You should know more about your characters than you ever tell your readers. You need to be aware of every little thing about them and what motivates them to do and say the things they do. If you have good character and world development, you just might have a great story!

Here are the little things you definitely have to know about your characters, even if only your main ones, in order to make them believable. If I read your story, I don’t want to be told all these things, but I do want to be able to possibly imagine and figure them all out on my own. Because I’ve been sucked in by your great characterization and story-telling and I want to know everything about the super-interesting people of whose lives I’m reading.
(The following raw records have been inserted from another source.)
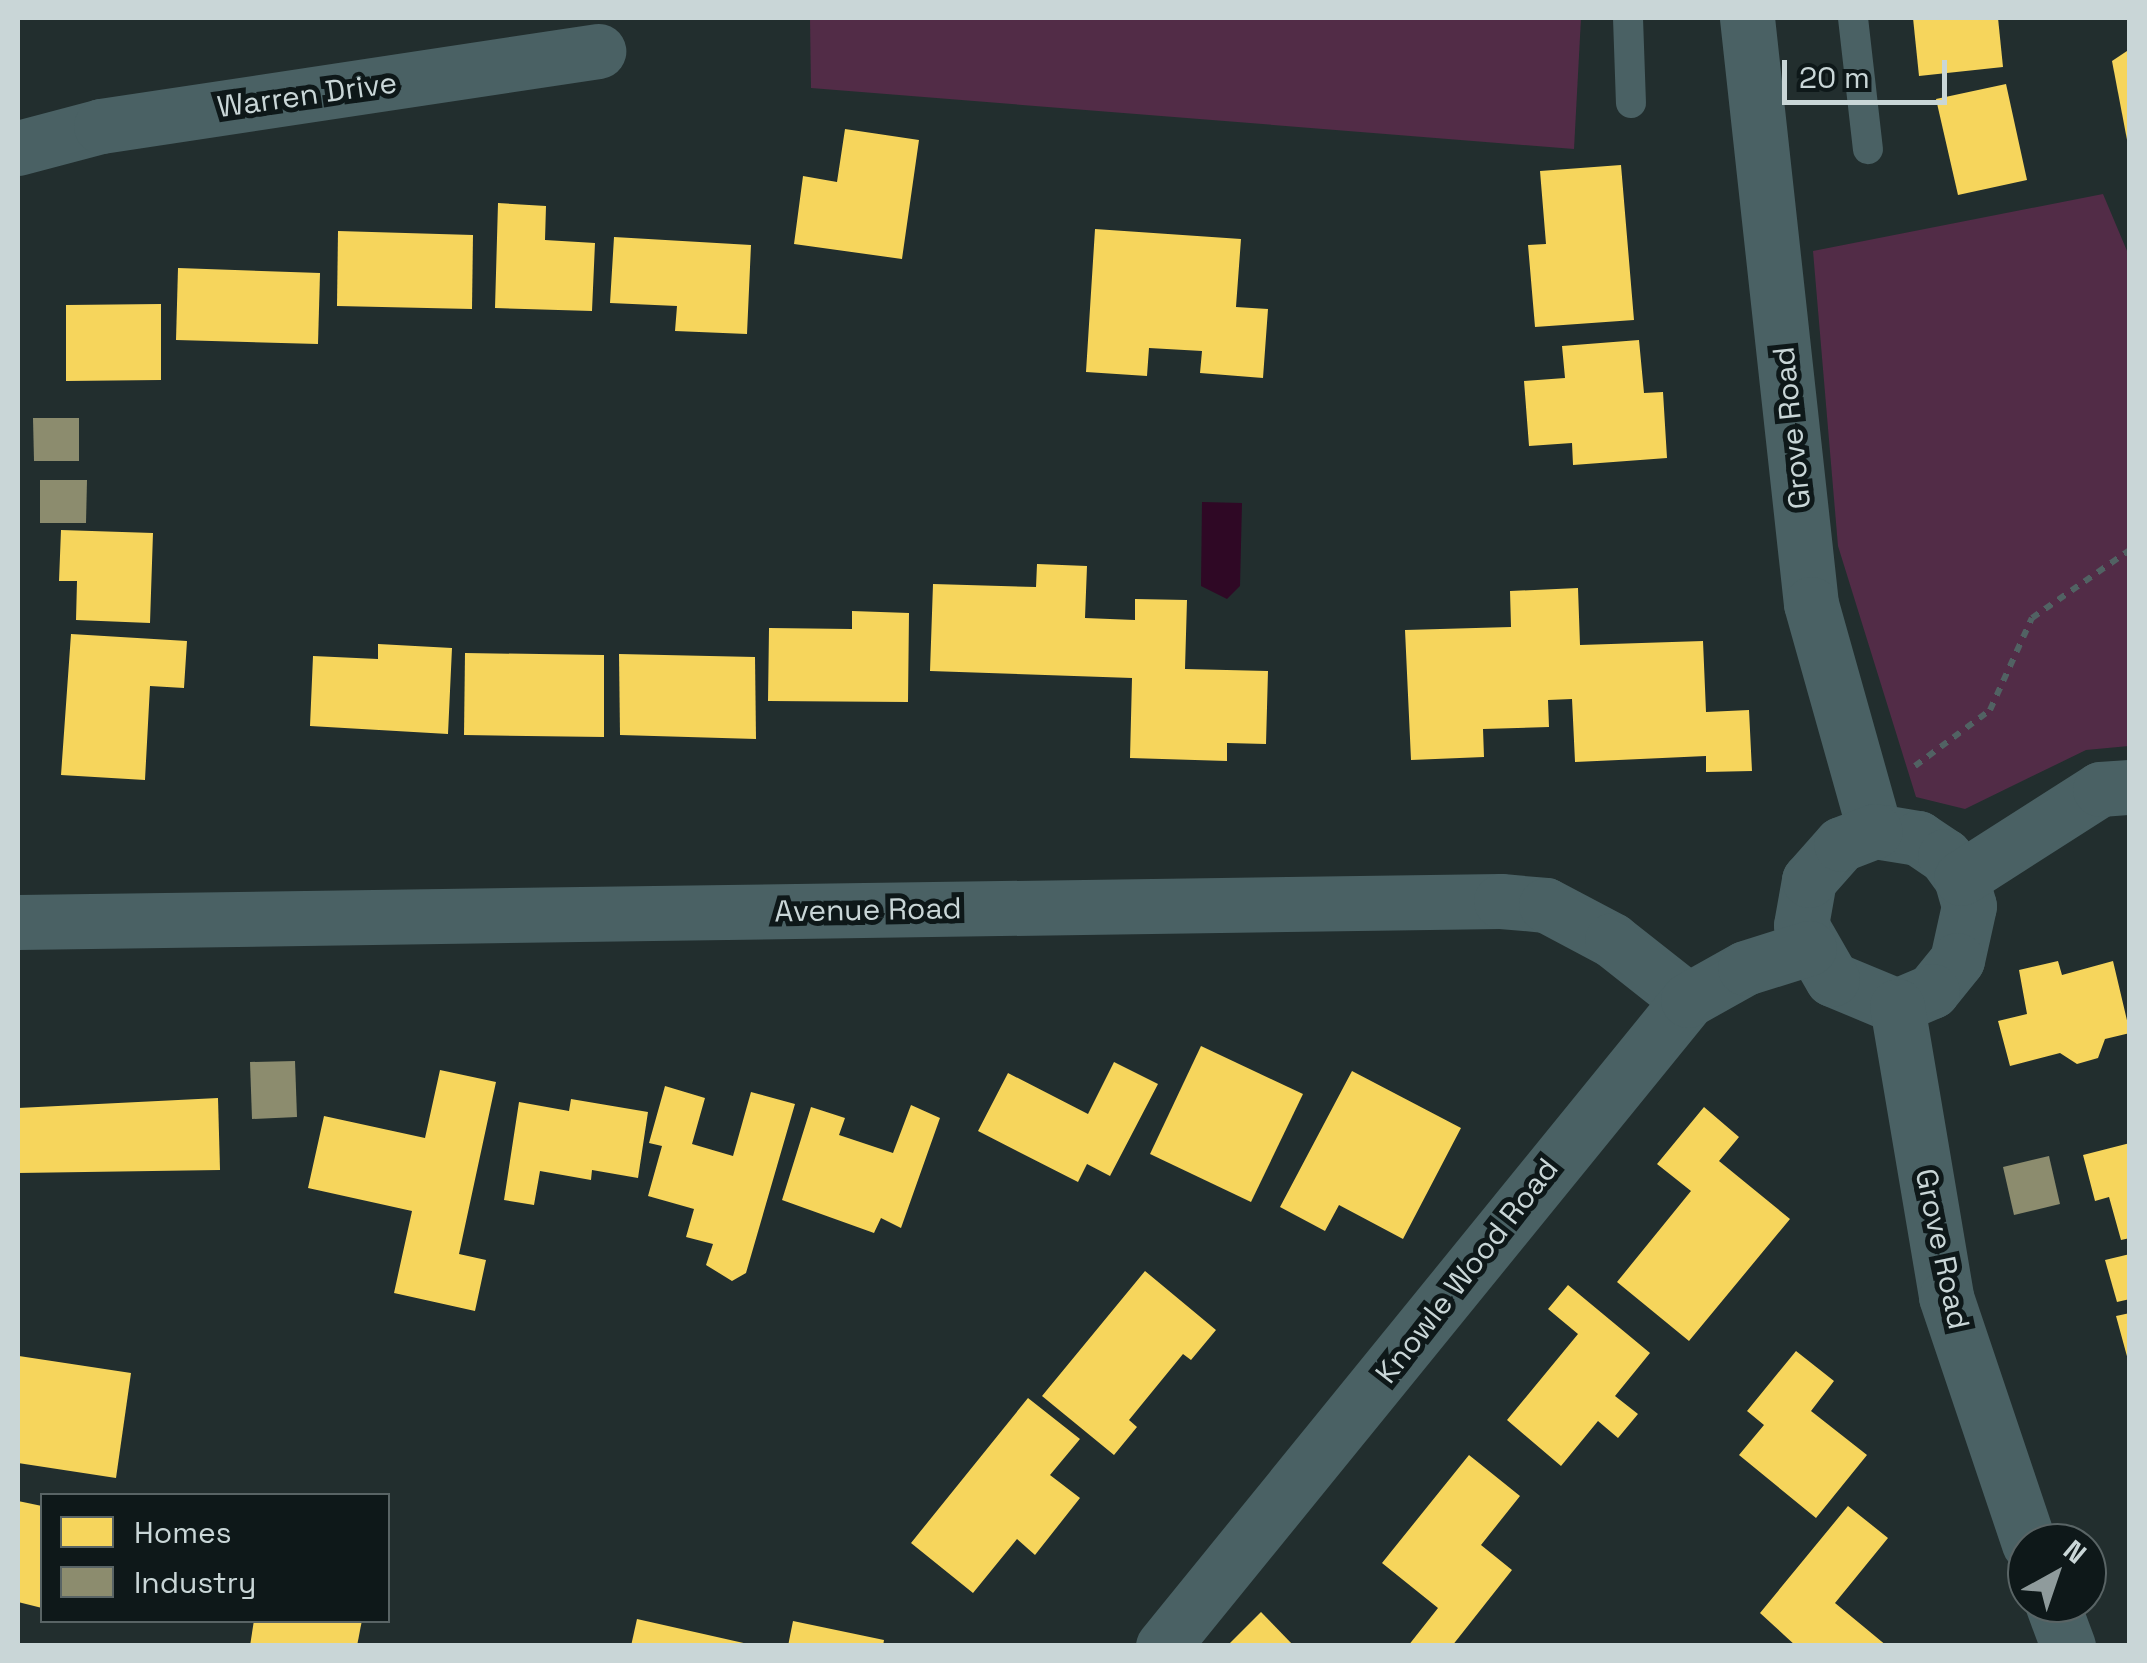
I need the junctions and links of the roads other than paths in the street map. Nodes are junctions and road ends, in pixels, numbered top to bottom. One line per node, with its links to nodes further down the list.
1 (1628, 18): 5 (lane)
2 (1747, 18): 9 (street, Grove Road)
3 (1853, 18): 7 (lane)
4 (598, 52): 6 (street, Warren Drive)
5 (1630, 103)
6 (18, 148)
7 (1868, 149)
8 (2130, 787): 10 (street)
9 (1871, 817): 10 (street); 12 (street)
10 (1962, 878): 14 (street)
11 (18, 922): 13 (street, Avenue Road)
12 (1809, 948): 13 (street, Knowle Wood Road); 14 (street)
13 (1688, 1000): 16 (street, Knowle Wood Road)
14 (1897, 1006): 15 (street, Grove Road)
15 (2022, 1523)
16 (1164, 1646)

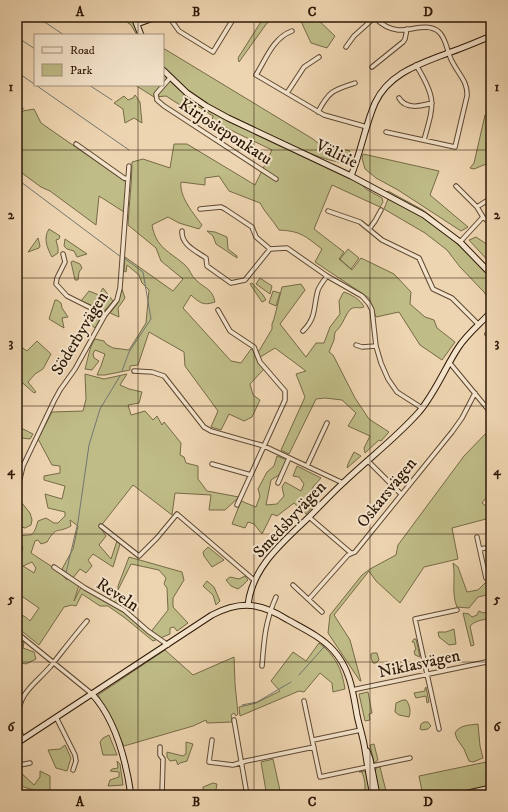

These are just some of the main ones. But if you can’t answer all these about your protagonist, at least, then you have some work to do!

Name
Age
Job/Grade
Religion
Residence
Who S/he Lives With
Socioeconomic Status
Car
Pets
Interests/Hobbies
Favorite Color
Favorite Food
Favorite Music
Favorite Books
Hair Color
Eye Color
Ethnicity
Clothing Style
Temperament
Vices
Strengths
Phobias
Pet Peeves
Secrets

Do you get the picture? I don’t want to list them all…this is just the beginning and the list is really long. This was just to get you thinking. To see if your characters are as well-developed as they should be. Because without character, you have nothing….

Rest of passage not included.